■ **What the task asks**:
If a line of the data below holds the string "plaza", copy it.

■ **Exercise inputs**:
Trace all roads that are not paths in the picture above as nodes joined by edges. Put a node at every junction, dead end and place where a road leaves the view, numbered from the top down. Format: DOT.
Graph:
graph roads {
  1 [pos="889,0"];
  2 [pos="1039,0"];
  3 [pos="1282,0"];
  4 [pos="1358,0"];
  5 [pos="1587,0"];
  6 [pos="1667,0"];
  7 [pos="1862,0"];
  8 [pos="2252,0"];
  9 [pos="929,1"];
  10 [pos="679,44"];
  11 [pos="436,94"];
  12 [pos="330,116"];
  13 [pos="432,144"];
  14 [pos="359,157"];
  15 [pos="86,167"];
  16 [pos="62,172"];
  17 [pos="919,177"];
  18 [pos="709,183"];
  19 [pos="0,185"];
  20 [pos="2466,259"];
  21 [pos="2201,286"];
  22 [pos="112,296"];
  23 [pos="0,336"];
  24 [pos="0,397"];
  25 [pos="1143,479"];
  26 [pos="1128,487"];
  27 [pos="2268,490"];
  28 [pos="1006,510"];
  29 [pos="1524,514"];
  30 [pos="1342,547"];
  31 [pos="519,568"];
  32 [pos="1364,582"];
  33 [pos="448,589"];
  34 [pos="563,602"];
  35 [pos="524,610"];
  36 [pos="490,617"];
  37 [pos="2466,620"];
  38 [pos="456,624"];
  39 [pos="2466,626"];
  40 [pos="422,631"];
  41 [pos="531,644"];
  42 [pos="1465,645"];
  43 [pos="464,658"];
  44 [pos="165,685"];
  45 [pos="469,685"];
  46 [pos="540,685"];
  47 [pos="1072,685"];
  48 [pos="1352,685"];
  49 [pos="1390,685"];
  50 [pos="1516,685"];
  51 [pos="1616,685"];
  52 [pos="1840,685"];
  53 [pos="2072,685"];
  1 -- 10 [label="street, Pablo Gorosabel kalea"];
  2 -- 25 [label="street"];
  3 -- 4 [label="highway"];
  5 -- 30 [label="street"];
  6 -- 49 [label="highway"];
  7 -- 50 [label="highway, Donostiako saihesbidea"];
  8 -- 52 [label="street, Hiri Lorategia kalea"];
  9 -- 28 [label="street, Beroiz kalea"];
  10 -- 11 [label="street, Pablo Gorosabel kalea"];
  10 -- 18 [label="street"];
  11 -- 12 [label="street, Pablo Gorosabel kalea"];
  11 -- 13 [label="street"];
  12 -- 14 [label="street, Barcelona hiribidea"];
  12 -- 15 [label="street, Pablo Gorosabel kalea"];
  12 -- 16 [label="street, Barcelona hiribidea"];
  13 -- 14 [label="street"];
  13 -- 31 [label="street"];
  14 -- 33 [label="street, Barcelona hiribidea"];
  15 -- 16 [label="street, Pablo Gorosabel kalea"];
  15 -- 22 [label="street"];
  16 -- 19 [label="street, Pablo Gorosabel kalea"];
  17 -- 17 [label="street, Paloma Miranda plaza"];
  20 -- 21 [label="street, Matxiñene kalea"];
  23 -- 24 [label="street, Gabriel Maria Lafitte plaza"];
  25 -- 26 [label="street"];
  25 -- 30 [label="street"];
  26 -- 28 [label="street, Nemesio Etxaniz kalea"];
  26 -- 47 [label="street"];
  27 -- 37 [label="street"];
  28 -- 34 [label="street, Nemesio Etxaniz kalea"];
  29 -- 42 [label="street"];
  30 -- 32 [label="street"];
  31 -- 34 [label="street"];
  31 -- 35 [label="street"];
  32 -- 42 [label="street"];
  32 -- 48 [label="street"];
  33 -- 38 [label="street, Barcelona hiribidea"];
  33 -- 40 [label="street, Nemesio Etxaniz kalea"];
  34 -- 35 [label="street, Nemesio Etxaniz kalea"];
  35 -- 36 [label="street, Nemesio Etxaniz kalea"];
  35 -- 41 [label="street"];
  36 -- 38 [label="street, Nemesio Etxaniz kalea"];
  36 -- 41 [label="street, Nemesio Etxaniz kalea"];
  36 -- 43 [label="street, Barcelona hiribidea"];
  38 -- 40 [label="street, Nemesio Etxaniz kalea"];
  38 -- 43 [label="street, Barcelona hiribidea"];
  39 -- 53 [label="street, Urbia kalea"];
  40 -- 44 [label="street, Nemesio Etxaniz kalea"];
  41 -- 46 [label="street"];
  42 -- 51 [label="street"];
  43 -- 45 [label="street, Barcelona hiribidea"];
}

■ **Solution to this problem**:
  17 -- 17 [label="street, Paloma Miranda plaza"];
  23 -- 24 [label="street, Gabriel Maria Lafitte plaza"];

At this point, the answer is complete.